- Opening Delimiter -

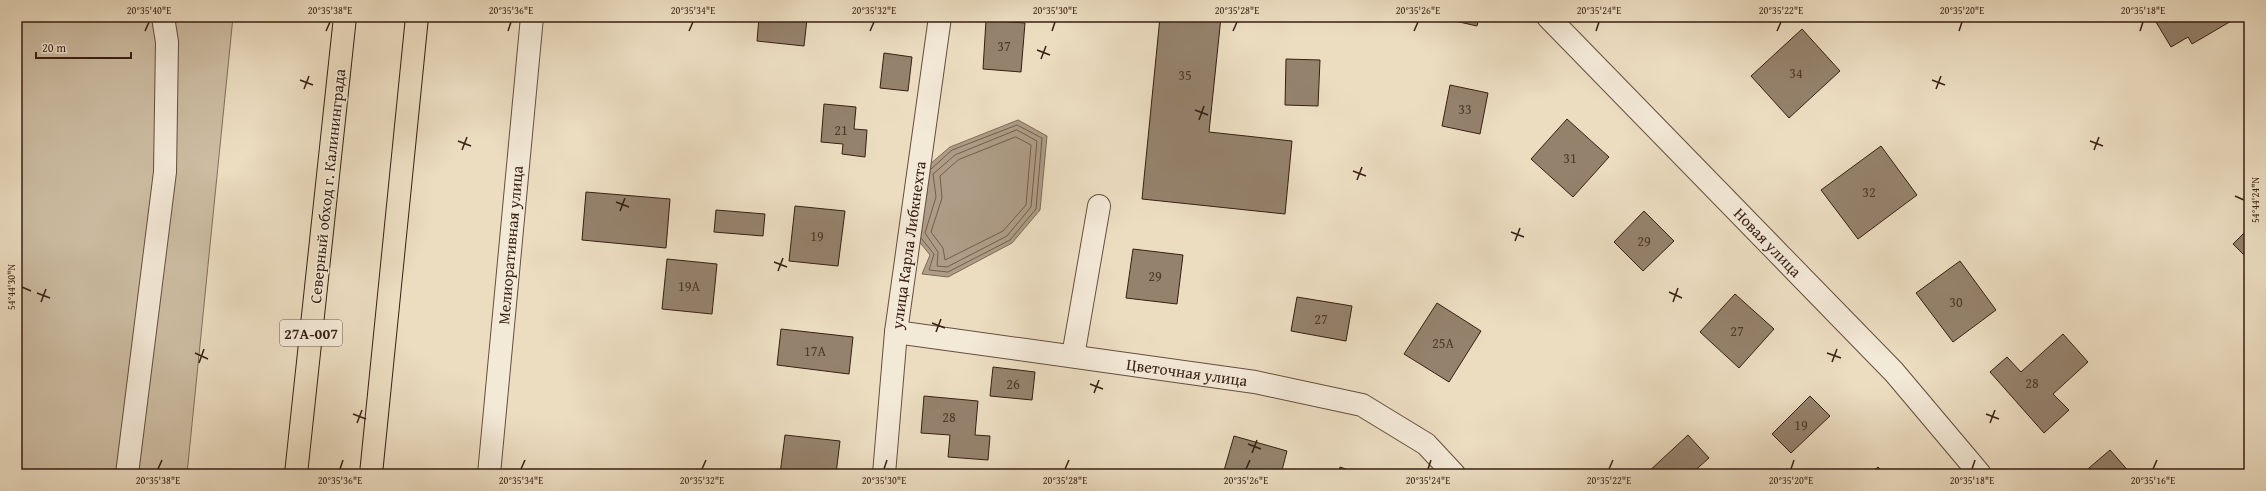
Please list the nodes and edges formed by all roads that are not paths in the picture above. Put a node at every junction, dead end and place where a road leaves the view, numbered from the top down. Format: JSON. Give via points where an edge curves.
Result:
{"nodes":[{"id":1,"x":163,"y":17,"type":"edge"},
{"id":2,"x":345,"y":17,"type":"edge"},
{"id":3,"x":417,"y":17,"type":"edge"},
{"id":4,"x":532,"y":17,"type":"edge"},
{"id":5,"x":940,"y":17,"type":"edge"},
{"id":6,"x":1548,"y":17,"type":"edge"},
{"id":7,"x":1099,"y":206,"type":"dead end"},
{"id":8,"x":896,"y":332,"type":"junction"},
{"id":9,"x":1073,"y":356,"type":"junction"},
{"id":10,"x":127,"y":474,"type":"edge"},
{"id":11,"x":296,"y":474,"type":"edge"},
{"id":12,"x":371,"y":474,"type":"edge"},
{"id":13,"x":489,"y":474,"type":"edge"},
{"id":14,"x":884,"y":474,"type":"edge"},
{"id":15,"x":1454,"y":474,"type":"edge"},
{"id":16,"x":1980,"y":474,"type":"edge"}],
"edges":[{"from":1,"to":10,"type":"street","via":[[167,42],[165,172]]},
{"from":2,"to":11,"type":"highway","name":"Северный обход г. Калининграда","number":"27А-007"},
{"from":3,"to":12,"type":"highway"},
{"from":4,"to":13,"type":"street","name":"Мелиоративная улица"},
{"from":5,"to":8,"type":"street","name":"улица Карла Либкнехта"},
{"from":6,"to":16,"type":"street","name":"Новая улица","via":[[1894,372]]},
{"from":7,"to":9,"type":"street"},
{"from":8,"to":9,"type":"street","name":"Цветочная улица"},
{"from":8,"to":14,"type":"street","name":"улица Карла Либкнехта"},
{"from":9,"to":15,"type":"street","name":"Цветочная улица","via":[[1255,382],[1362,405],[1426,444]]}]}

- Closing Delimiter -

| Work to be completed |
From the data above, gather every line that includes the word "nodes".

| Response area |
Please list the nodes and edges formed by all roads that are not paths in the picture above. Put a node at every junction, dead end and place where a road leaves the view, numbered from the top down. Format: JSON. Give via points where an edge curves.
{"nodes":[{"id":1,"x":163,"y":17,"type":"edge"},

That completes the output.